Exercise requirements:
Please print the entries exactly, omitting each image.

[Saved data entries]
-- Opening Marker --
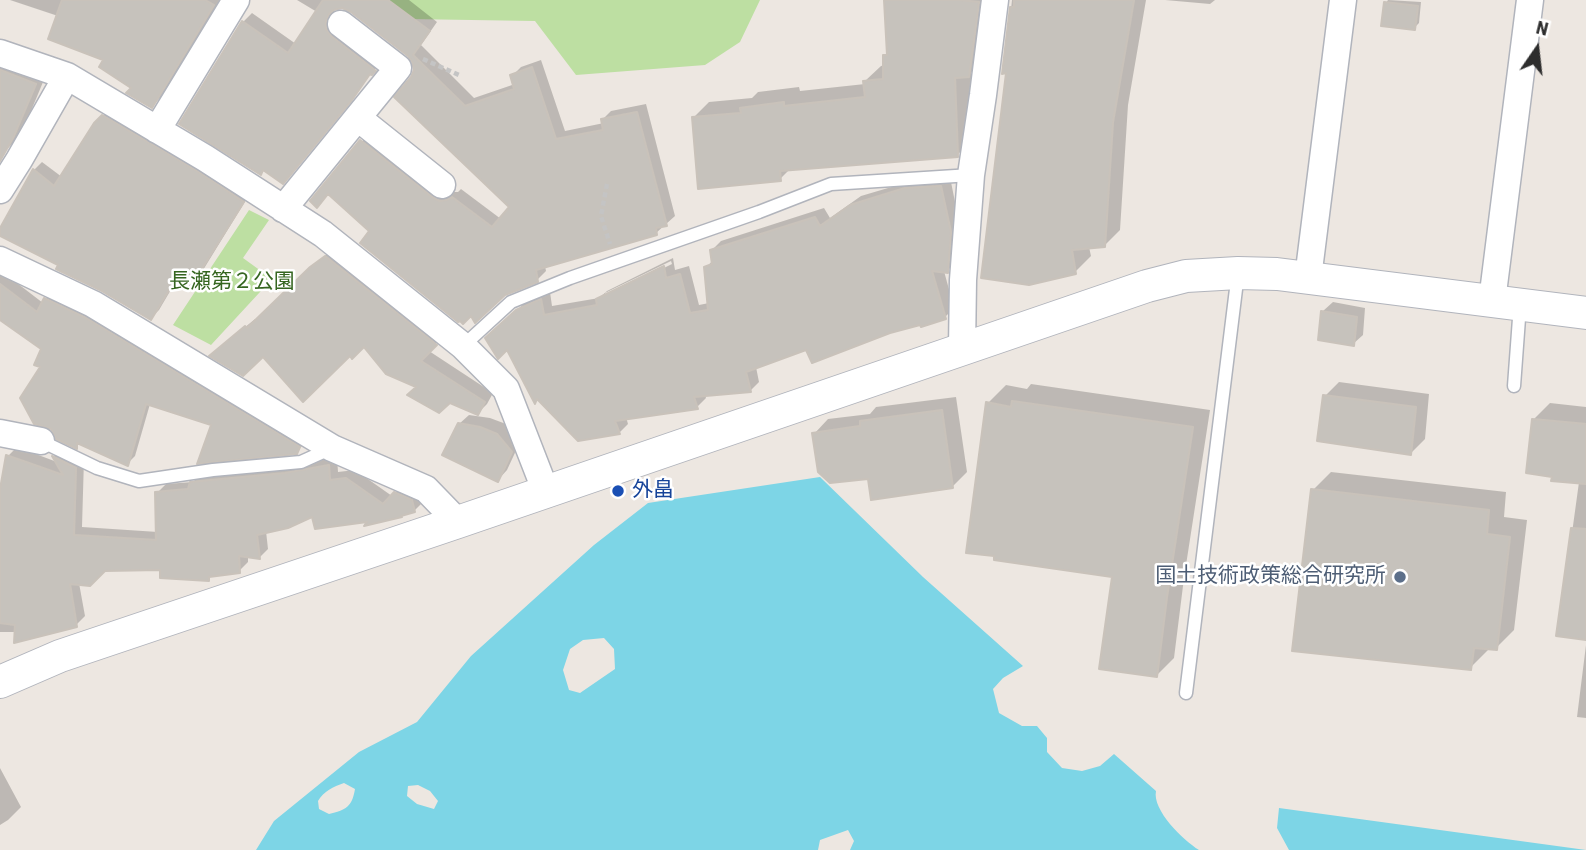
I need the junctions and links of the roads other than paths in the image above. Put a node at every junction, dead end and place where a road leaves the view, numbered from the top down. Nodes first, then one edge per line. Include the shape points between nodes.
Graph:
1 (236, 0) edge
2 (995, 0) edge
3 (1343, 0) edge
4 (1530, 0) edge
5 (341, 24) dead end
6 (0, 53) edge
7 (67, 76) junction
8 (358, 118) junction
9 (157, 130) junction
10 (971, 175) junction
11 (443, 185) dead end
12 (0, 190) edge
13 (284, 209) junction
14 (0, 260) edge
15 (1238, 273) junction
16 (1308, 278) junction
17 (1506, 303) junction
18 (1586, 313) edge
19 (463, 346) junction
20 (962, 349) junction
21 (1514, 386) dead end
22 (0, 433) edge
23 (41, 441) joint
24 (332, 447) junction
25 (546, 492) junction
26 (458, 522) junction
27 (0, 682) edge
28 (1186, 693) dead end

1 - 9 street
2 - 10 street
3 - 16 street
4 - 17 street
5 - 8 street via 398,68
6 - 7 street
7 - 9 street
7 - 12 street
8 - 11 street
8 - 13 street
9 - 13 street
10 - 19 lane via 831,184 511,302
10 - 20 street
13 - 19 street via 323,234
14 - 24 street via 93,304
15 - 16 street
15 - 20 street via 1186,276 1147,286
15 - 28 lane
16 - 17 street
17 - 18 street
17 - 21 lane
19 - 25 street via 506,389
20 - 25 street
22 - 23 street
23 - 24 lane via 97,468 139,481 301,462
24 - 26 street via 426,489
25 - 26 street
26 - 27 street via 60,656

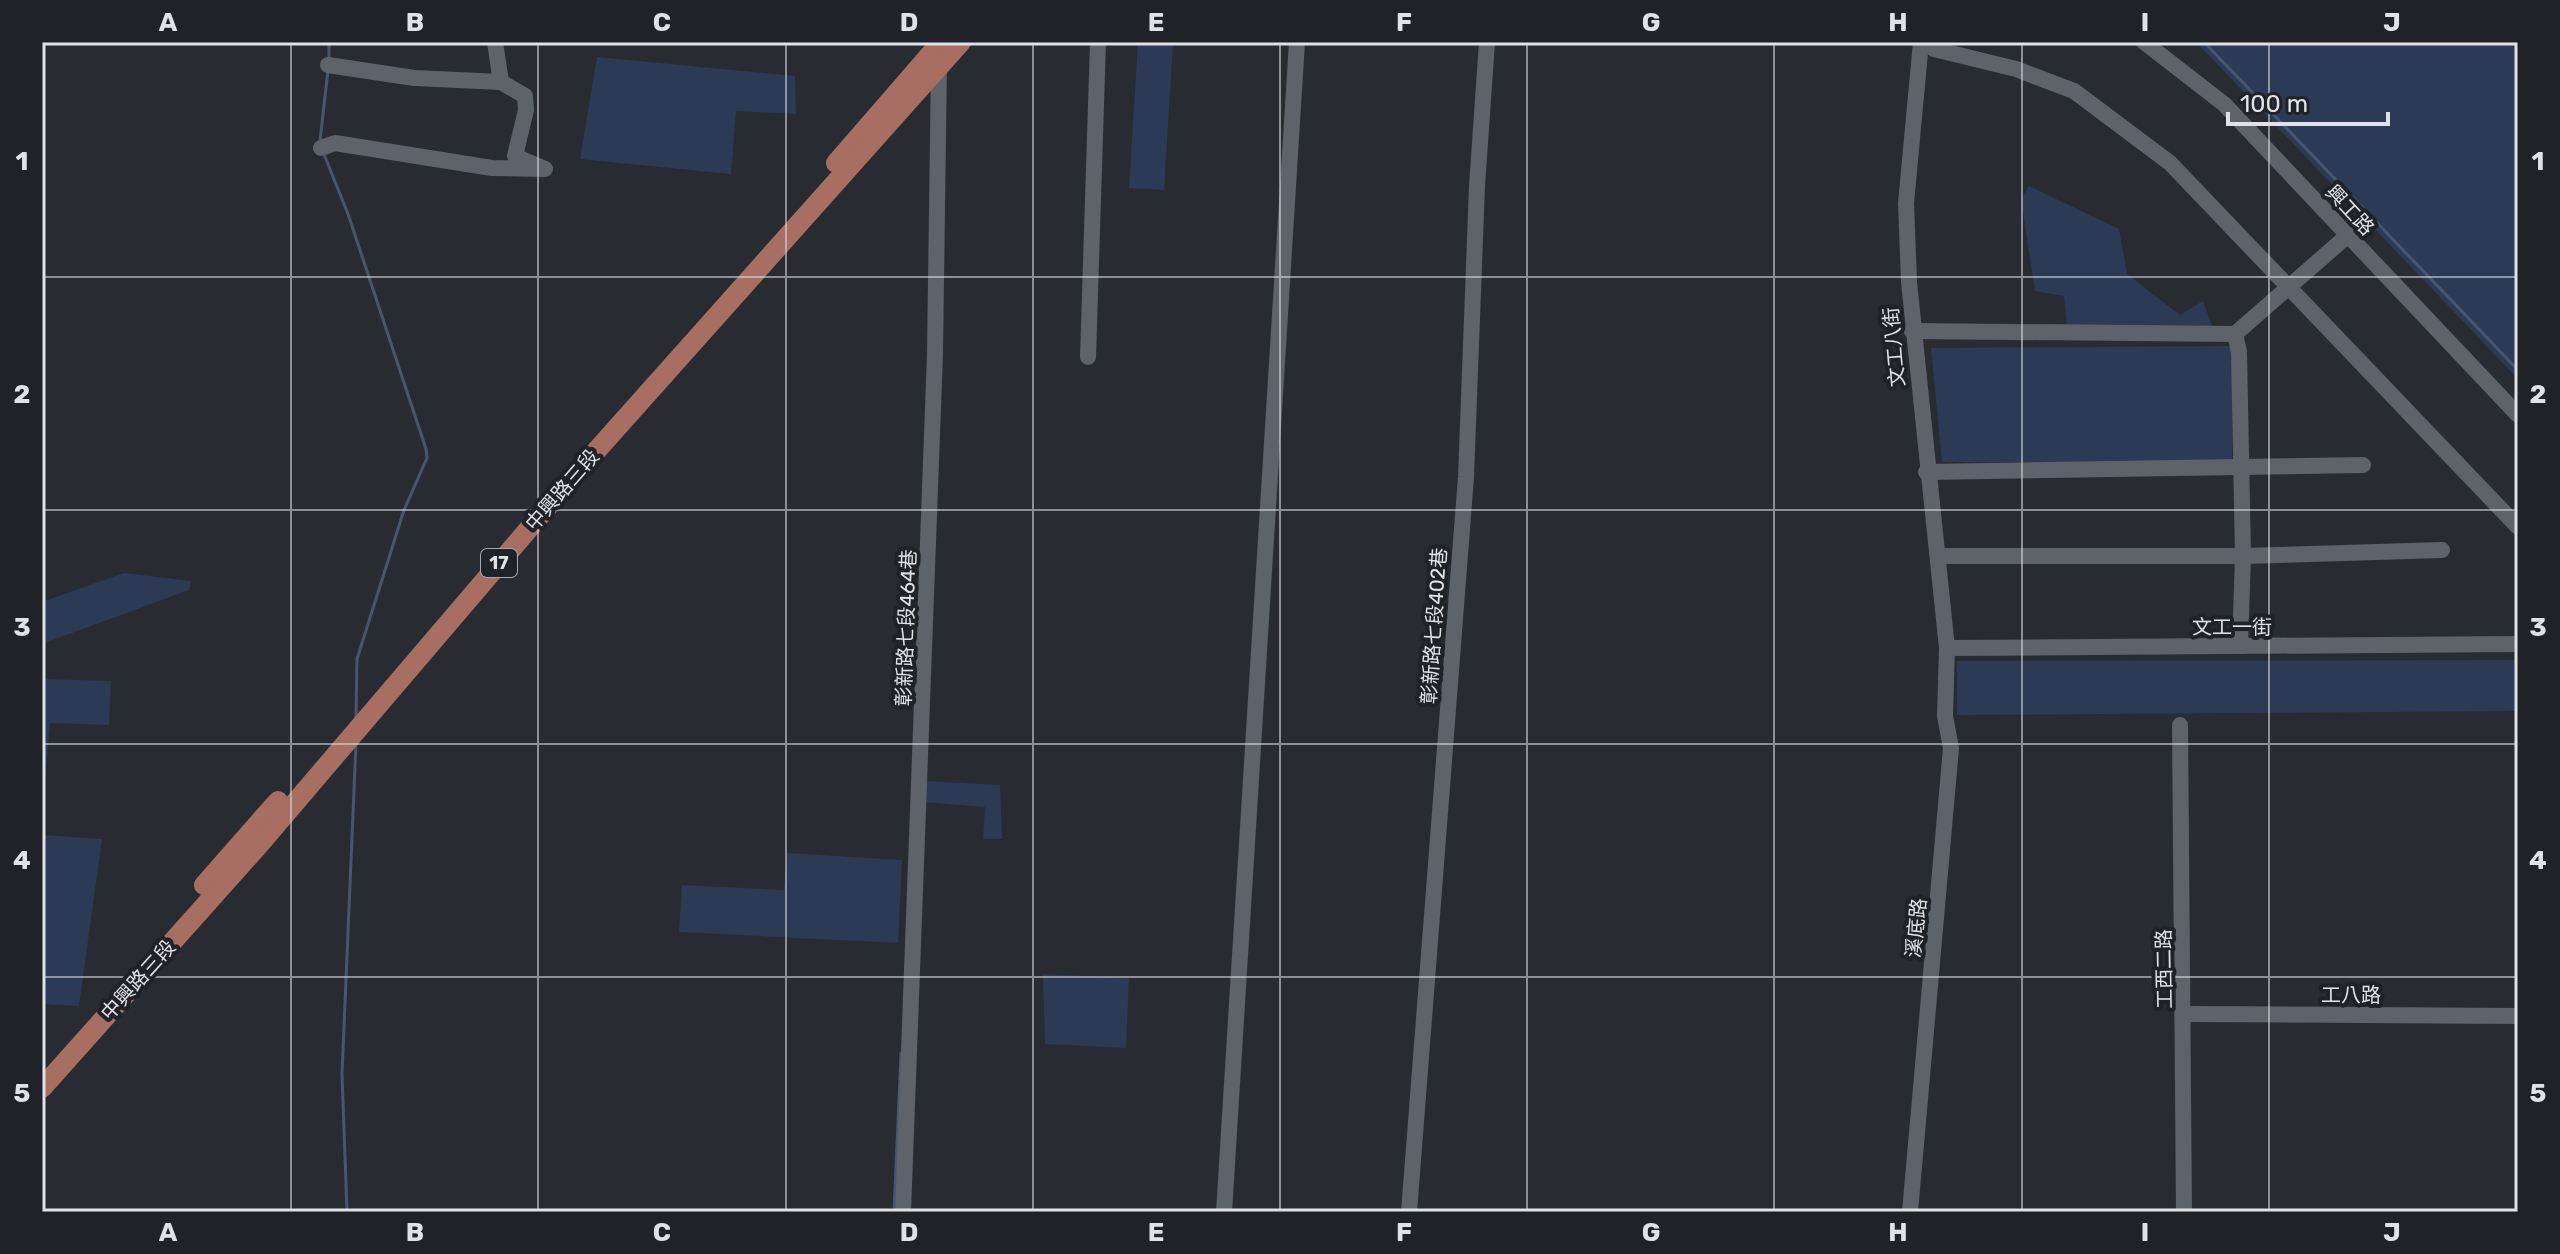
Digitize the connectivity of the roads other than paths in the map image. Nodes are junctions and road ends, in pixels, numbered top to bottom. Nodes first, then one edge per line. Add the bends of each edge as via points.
1 (495, 42) edge
2 (961, 42) edge
3 (1098, 42) edge
4 (1297, 42) edge
5 (1487, 42) edge
6 (1923, 42) edge
7 (2144, 42) edge
8 (940, 43) edge
9 (328, 65) dead end
10 (939, 70) junction
11 (501, 82) junction
12 (321, 148) dead end
13 (2347, 236) junction
14 (2289, 290) junction
15 (1912, 331) junction
16 (2235, 334) junction
17 (1088, 357) dead end
18 (2518, 415) edge
19 (2363, 465) dead end
20 (2240, 469) junction
21 (1926, 472) junction
22 (2518, 527) edge
23 (2442, 550) dead end
24 (1938, 556) junction
25 (2243, 556) junction
26 (2518, 644) edge
27 (2240, 646) junction
28 (1947, 648) junction
29 (2180, 725) dead end
30 (2184, 1014) junction
31 (2518, 1016) edge
32 (42, 1069) edge
33 (42, 1088) edge
34 (903, 1212) edge
35 (1224, 1212) edge
36 (1409, 1212) edge
37 (1910, 1212) edge
38 (2184, 1212) edge

1 - 11 street
2 - 10 main road, 中興路三段 / 17
3 - 17 street
4 - 35 street
5 - 36 street, 彰新路七段402巷 via 1466,477
6 - 14 street via 2074,91 2170,163
6 - 15 street, 文工八街 via 1906,203
7 - 13 street, 興工路 via 2224,104
8 - 10 street, 彰新路七段464巷
8 - 32 main road, 中興路三段 / 17
9 - 11 street via 414,78
10 - 33 main road, 中興路三段 / 17 via 584,465 258,846
10 - 34 street, 彰新路七段464巷 via 934,414
11 - 12 street via 525,96 515,156 545,169 492,168 335,143
13 - 14 street
13 - 18 street, 興工路
14 - 16 street
14 - 22 street
15 - 16 street
15 - 21 street, 文工八街
16 - 20 street
19 - 20 street
20 - 21 street
20 - 25 street
21 - 24 street, 文工八街
23 - 25 street
24 - 25 street
24 - 28 street, 文工八街
25 - 27 street
26 - 27 street, 文工一街
27 - 28 street, 文工一街
28 - 37 street, 溪底路 via 1950,777
29 - 30 street, 工西二路
30 - 31 street, 工八路
30 - 38 street, 工西二路

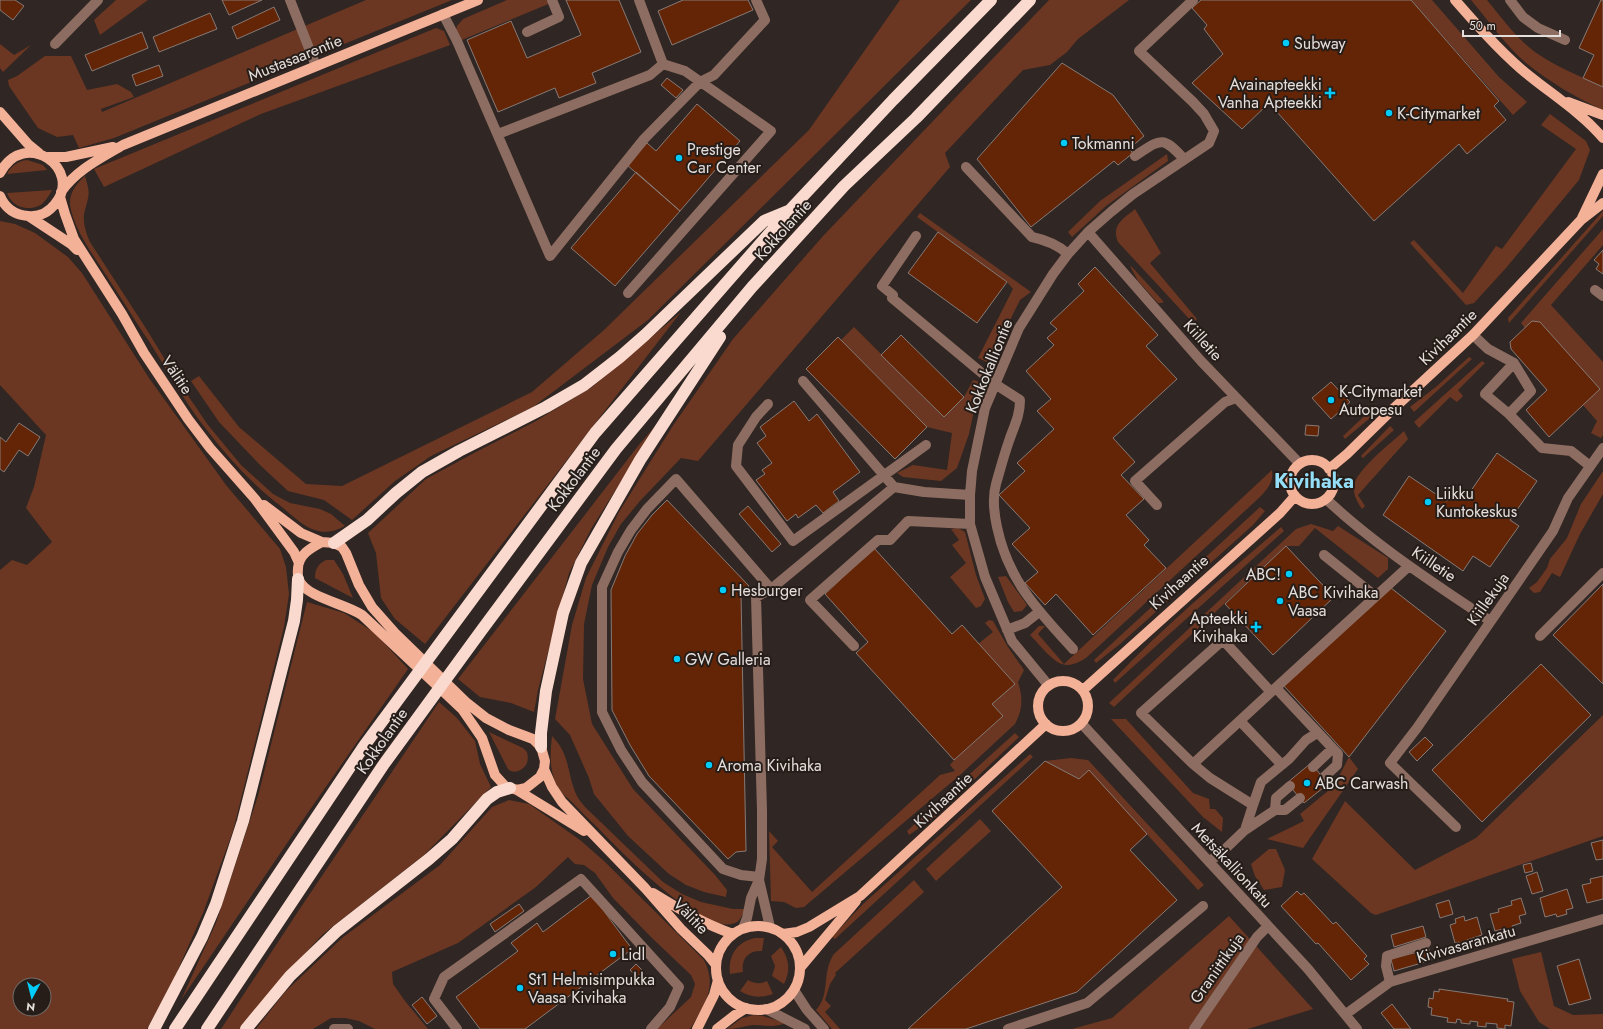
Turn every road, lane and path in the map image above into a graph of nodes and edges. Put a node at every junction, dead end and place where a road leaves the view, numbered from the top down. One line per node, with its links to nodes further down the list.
-- Closing Marker --
Exercise response:
I need the junctions and links of the roads other than paths in the image above. Put a node at every junction, dead end and place where a road leaves the view, numbered from the top down. Nodes first, then one edge per line. Include the shape points between nodes.
Graph:
1 (236, 0) edge
2 (995, 0) edge
3 (1343, 0) edge
4 (1530, 0) edge
5 (341, 24) dead end
6 (0, 53) edge
7 (67, 76) junction
8 (358, 118) junction
9 (157, 130) junction
10 (971, 175) junction
11 (443, 185) dead end
12 (0, 190) edge
13 (284, 209) junction
14 (0, 260) edge
15 (1238, 273) junction
16 (1308, 278) junction
17 (1506, 303) junction
18 (1586, 313) edge
19 (463, 346) junction
20 (962, 349) junction
21 (1514, 386) dead end
22 (0, 433) edge
23 (41, 441) joint
24 (332, 447) junction
25 (546, 492) junction
26 (458, 522) junction
27 (0, 682) edge
28 (1186, 693) dead end

1 - 9 street
2 - 10 street
3 - 16 street
4 - 17 street
5 - 8 street via 398,68
6 - 7 street
7 - 9 street
7 - 12 street
8 - 11 street
8 - 13 street
9 - 13 street
10 - 19 lane via 831,184 511,302
10 - 20 street
13 - 19 street via 323,234
14 - 24 street via 93,304
15 - 16 street
15 - 20 street via 1186,276 1147,286
15 - 28 lane
16 - 17 street
17 - 18 street
17 - 21 lane
19 - 25 street via 506,389
20 - 25 street
22 - 23 street
23 - 24 lane via 97,468 139,481 301,462
24 - 26 street via 426,489
25 - 26 street
26 - 27 street via 60,656

Digitize the connectivity of the roads other than paths in the map image. Nodes are junctions and road ends, in pixels, numbered top to bottom. Nodes first, then one edge per line. Add the bends of each edge as via points.
1 (495, 42) edge
2 (961, 42) edge
3 (1098, 42) edge
4 (1297, 42) edge
5 (1487, 42) edge
6 (1923, 42) edge
7 (2144, 42) edge
8 (940, 43) edge
9 (328, 65) dead end
10 (939, 70) junction
11 (501, 82) junction
12 (321, 148) dead end
13 (2347, 236) junction
14 (2289, 290) junction
15 (1912, 331) junction
16 (2235, 334) junction
17 (1088, 357) dead end
18 (2518, 415) edge
19 (2363, 465) dead end
20 (2240, 469) junction
21 (1926, 472) junction
22 (2518, 527) edge
23 (2442, 550) dead end
24 (1938, 556) junction
25 (2243, 556) junction
26 (2518, 644) edge
27 (2240, 646) junction
28 (1947, 648) junction
29 (2180, 725) dead end
30 (2184, 1014) junction
31 (2518, 1016) edge
32 (42, 1069) edge
33 (42, 1088) edge
34 (903, 1212) edge
35 (1224, 1212) edge
36 (1409, 1212) edge
37 (1910, 1212) edge
38 (2184, 1212) edge

1 - 11 street
2 - 10 main road, 中興路三段 / 17
3 - 17 street
4 - 35 street
5 - 36 street, 彰新路七段402巷 via 1466,477
6 - 14 street via 2074,91 2170,163
6 - 15 street, 文工八街 via 1906,203
7 - 13 street, 興工路 via 2224,104
8 - 10 street, 彰新路七段464巷
8 - 32 main road, 中興路三段 / 17
9 - 11 street via 414,78
10 - 33 main road, 中興路三段 / 17 via 584,465 258,846
10 - 34 street, 彰新路七段464巷 via 934,414
11 - 12 street via 525,96 515,156 545,169 492,168 335,143
13 - 14 street
13 - 18 street, 興工路
14 - 16 street
14 - 22 street
15 - 16 street
15 - 21 street, 文工八街
16 - 20 street
19 - 20 street
20 - 21 street
20 - 25 street
21 - 24 street, 文工八街
23 - 25 street
24 - 25 street
24 - 28 street, 文工八街
25 - 27 street
26 - 27 street, 文工一街
27 - 28 street, 文工一街
28 - 37 street, 溪底路 via 1950,777
29 - 30 street, 工西二路
30 - 31 street, 工八路
30 - 38 street, 工西二路

Turn every road, lane and path in the map image above into a graph of nodes and edges. Put a node at every junction, dead end and place where a road leaves the view, numbered from the top down. One line per node, with its links to nodes further down the list.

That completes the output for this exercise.